Stored data entries
========================================================================

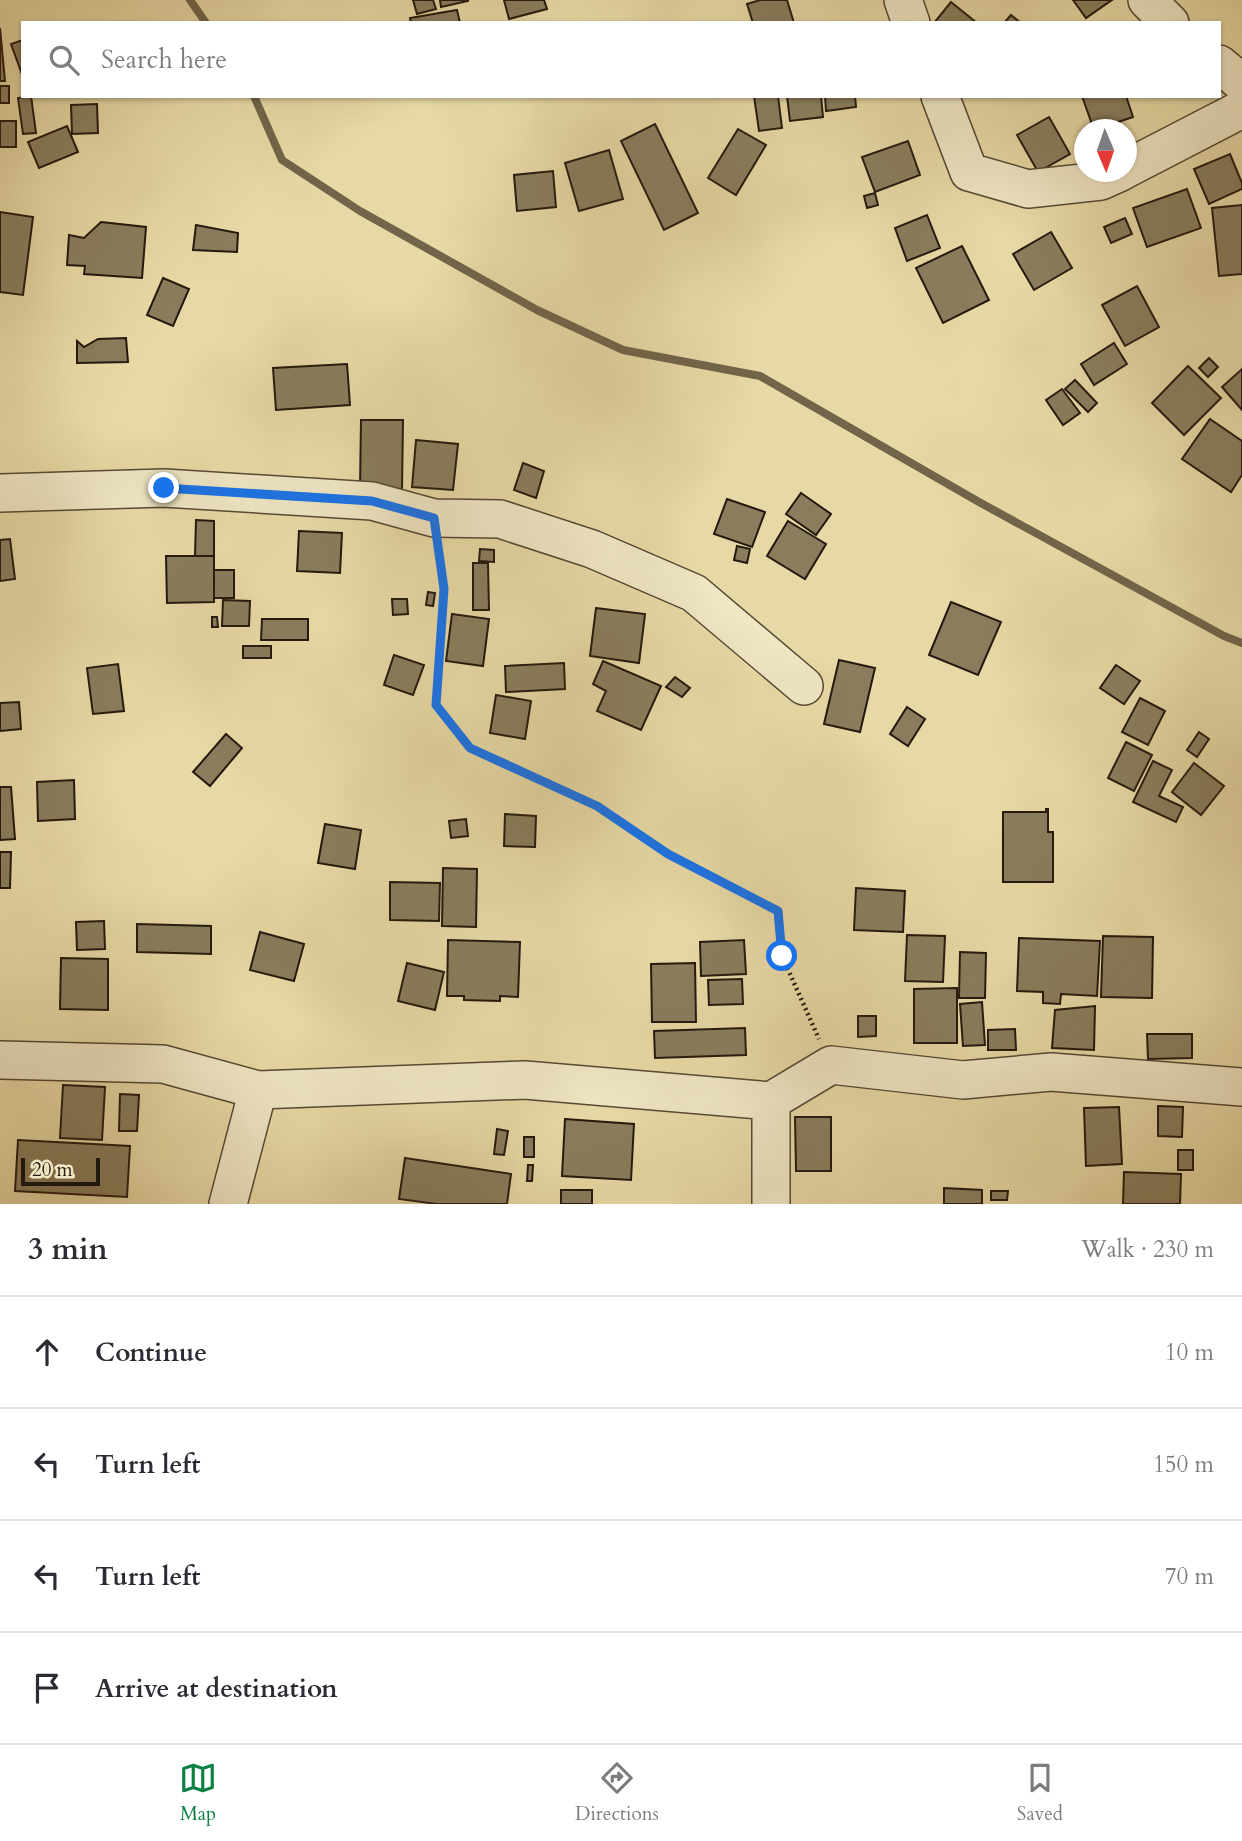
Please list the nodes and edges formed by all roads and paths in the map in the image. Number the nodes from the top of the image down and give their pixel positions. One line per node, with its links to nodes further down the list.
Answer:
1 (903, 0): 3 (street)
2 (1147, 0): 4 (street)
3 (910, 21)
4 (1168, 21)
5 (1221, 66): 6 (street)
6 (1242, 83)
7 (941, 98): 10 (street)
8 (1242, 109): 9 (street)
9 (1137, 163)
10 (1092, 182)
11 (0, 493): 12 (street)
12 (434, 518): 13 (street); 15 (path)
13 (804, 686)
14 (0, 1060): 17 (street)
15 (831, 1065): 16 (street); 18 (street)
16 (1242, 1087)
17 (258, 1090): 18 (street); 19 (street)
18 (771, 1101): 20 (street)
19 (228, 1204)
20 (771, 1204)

========================================================================

The task =
One exact copy of the data, no pictures: write it out line for line.

Output of the exercise =
Please list the nodes and edges formed by all roads and paths in the map in the image. Number the nodes from the top of the image down and give their pixel positions. One line per node, with its links to nodes further down the list.
Answer:
1 (903, 0): 3 (street)
2 (1147, 0): 4 (street)
3 (910, 21)
4 (1168, 21)
5 (1221, 66): 6 (street)
6 (1242, 83)
7 (941, 98): 10 (street)
8 (1242, 109): 9 (street)
9 (1137, 163)
10 (1092, 182)
11 (0, 493): 12 (street)
12 (434, 518): 13 (street); 15 (path)
13 (804, 686)
14 (0, 1060): 17 (street)
15 (831, 1065): 16 (street); 18 (street)
16 (1242, 1087)
17 (258, 1090): 18 (street); 19 (street)
18 (771, 1101): 20 (street)
19 (228, 1204)
20 (771, 1204)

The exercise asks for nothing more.